Les cancers digestifs réunissent les tumeurs malignes qui se développent dans le tube digestif (œsophage, estomac, intestin grêle, côlon, rectum et anus) ainsi que dans les glandes associées (foie, pancréas). La plupart de ces tumeurs trouvent leur origine dans les muqueuses qui tapissent les parois du tube digestif ou des canaux excréteurs des glandes. En 2022, ces cancers figuraient comme la principale cause de mortalité liée au cancer en Europe, avec plus de 350 000 décès chaque année 1.
Alors que les classifications tumorales, et, par extension, le choix des stratégies thérapeutiques, sont dominées par des critères anatomiques, il apparaît évident que l’intégration de paramètres biologiques mesurables permettrait d’améliorer la stratification des patients 1. Ces paramètres biologiques, appelés biomarqueurs, sont des indicateurs liés à des processus normaux ou pathologiques 2. Ils peuvent servir à dépister des maladies, préciser un diagnostic, évaluer ou prédire la réponse à un traitement ou la toxicité d’une molécule. Les biomarqueurs les plus courants sont des protéines, dont la concentration peut être facilement mesurée dans les fluides corporels, tels que le sang ou l’urine 3, ou directement sur un tissu tumoral (par immunohistochimie par exemple).

Mots-clés : Biomarqueurs – Facteur prédictif – Facteur pronostique – Signature transcriptomique – Cancers digestifs.

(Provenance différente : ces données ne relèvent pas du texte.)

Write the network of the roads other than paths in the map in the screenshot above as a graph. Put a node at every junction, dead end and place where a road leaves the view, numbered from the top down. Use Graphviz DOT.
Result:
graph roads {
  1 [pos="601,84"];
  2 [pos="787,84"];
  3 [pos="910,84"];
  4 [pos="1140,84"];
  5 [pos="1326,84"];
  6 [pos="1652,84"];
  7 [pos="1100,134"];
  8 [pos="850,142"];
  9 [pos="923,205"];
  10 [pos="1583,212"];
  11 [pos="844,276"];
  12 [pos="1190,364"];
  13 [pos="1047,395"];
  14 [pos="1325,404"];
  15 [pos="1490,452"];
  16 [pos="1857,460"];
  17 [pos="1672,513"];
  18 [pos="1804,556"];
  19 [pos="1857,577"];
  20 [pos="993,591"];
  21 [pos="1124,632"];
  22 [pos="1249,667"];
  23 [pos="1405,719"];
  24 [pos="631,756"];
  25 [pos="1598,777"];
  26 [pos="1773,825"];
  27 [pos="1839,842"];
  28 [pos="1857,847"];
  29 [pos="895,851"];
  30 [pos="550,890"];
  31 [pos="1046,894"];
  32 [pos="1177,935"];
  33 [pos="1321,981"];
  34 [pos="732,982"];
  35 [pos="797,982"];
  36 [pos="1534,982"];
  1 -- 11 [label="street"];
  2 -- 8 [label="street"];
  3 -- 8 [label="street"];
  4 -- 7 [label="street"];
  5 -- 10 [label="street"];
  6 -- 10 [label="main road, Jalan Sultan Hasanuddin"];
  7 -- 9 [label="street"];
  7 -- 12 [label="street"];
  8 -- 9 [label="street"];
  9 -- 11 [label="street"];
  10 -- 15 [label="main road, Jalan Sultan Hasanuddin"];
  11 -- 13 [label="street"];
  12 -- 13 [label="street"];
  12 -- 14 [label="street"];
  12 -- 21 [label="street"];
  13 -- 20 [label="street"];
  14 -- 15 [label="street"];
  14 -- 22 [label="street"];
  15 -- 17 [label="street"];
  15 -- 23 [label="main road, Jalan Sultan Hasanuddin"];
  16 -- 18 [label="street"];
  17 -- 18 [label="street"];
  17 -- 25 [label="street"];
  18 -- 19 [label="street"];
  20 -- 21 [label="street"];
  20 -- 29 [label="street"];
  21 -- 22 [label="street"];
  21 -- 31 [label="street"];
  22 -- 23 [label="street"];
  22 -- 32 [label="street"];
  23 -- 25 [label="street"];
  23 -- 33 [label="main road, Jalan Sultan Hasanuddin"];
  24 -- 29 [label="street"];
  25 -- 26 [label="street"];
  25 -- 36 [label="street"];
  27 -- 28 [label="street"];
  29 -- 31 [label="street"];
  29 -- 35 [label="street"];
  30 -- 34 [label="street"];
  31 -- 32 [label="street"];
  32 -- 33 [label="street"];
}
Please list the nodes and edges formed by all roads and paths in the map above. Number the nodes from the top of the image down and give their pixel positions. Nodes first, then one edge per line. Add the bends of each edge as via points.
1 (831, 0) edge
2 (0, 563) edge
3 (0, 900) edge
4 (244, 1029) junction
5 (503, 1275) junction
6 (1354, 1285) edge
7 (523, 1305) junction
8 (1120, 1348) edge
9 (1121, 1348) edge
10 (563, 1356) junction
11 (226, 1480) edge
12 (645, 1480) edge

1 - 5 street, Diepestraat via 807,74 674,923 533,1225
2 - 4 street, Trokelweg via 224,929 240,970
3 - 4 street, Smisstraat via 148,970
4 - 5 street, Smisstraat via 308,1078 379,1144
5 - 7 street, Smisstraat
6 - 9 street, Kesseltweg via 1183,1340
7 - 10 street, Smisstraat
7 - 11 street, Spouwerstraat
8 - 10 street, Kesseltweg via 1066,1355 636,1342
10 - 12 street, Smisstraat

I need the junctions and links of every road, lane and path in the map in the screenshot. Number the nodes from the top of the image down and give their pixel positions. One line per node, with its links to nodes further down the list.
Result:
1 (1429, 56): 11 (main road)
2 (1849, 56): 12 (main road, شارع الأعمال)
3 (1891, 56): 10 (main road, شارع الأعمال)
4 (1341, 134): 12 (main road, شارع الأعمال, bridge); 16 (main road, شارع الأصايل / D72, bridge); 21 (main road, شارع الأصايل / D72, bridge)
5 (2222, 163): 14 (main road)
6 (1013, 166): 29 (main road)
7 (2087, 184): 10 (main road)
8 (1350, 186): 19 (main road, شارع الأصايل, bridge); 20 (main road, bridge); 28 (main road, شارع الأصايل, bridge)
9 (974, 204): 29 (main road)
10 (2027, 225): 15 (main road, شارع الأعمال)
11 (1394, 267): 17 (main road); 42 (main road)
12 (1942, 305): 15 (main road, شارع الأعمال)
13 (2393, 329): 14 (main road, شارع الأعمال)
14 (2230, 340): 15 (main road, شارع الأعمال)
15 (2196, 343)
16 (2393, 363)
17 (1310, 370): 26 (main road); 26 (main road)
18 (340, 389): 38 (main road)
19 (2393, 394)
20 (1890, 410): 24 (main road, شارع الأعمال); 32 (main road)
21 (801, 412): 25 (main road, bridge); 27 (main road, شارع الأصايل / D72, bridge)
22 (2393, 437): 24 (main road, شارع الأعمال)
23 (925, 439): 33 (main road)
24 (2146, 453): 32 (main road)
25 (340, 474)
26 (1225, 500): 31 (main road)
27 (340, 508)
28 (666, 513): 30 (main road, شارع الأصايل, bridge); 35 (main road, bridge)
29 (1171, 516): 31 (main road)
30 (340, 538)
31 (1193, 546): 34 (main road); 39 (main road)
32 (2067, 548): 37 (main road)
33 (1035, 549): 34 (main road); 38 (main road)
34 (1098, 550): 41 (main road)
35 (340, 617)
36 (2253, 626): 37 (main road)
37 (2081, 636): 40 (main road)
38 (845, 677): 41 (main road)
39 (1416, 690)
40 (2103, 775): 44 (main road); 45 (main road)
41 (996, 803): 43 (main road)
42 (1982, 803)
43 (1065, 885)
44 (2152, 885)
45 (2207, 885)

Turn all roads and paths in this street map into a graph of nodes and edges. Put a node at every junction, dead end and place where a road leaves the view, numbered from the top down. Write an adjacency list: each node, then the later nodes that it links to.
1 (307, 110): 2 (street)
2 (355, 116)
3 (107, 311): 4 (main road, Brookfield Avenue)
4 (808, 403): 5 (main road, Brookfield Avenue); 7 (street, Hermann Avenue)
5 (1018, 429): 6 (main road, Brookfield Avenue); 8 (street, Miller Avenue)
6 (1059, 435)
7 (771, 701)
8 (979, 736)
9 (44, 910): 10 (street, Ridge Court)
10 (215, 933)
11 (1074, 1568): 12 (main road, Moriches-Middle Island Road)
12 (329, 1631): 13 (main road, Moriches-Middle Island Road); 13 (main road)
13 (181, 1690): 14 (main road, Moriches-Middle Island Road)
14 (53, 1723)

Signatures moléculaires prédictives

Dès 1994, G.M. Clark différenciait les facteurs pronostiques, qui déterminent l’issue potentielle de la maladie, des facteurs prédictifs, qui indiquent la probabilité de réponse au traitement, quelle que soit la stratégie thérapeutique 4. Si le concept de biomarqueur compagnon a largement été développé à l’ère des traitements ciblés en oncologie, son extension à d’autres approches thérapeutiques (par exemple, chimiothérapies) a été considérablement limitée par la complexité des mécanismes de résistance, qui ne peut être réduite à un seul biomarqueur.
Les récents progrès des technologies « -omiques » (génomique, transcriptomique, métabolomique ou encore épigénomique) et leur compatibilité avec la routine clinique offrent de nouvelles perspectives. Elles permettent désormais d’explorer de manière exhaustive les caractéristiques moléculaires des tumeurs et de comprendre leur importance clinique. Ces avancées ont conduit au développement de nombreuses signatures d’expression génique, majoritairement pronostiques et parfois prédictives, qui permettent de classer les lésions cancéreuses.
Si les biomarqueurs peuvent varier en nature (protéique, cellulaire, enzymatique, etc.), une signature d’expression génique, c’est-à-dire transcriptomique, se compose d’un ensemble spécifique de gènes dont les niveaux d’expression fournissent des informations sur le diagnostic ou le pronostic 1. Ces signatures, de par leur nature multiparamétrique, condensent le signal à l’échelle du génome en un biomarqueur composite unique. Elles peuvent renseigner sur le comportement de la tumeur, comme la probabilité de récidive, la sensibilité aux traitements et l’évolution de la maladie dans le temps. Dans la plupart des cas, lorsqu’un gène est associé à une signature, son expression est liée au mécanisme de récidive ou de résistance thérapeutique 5.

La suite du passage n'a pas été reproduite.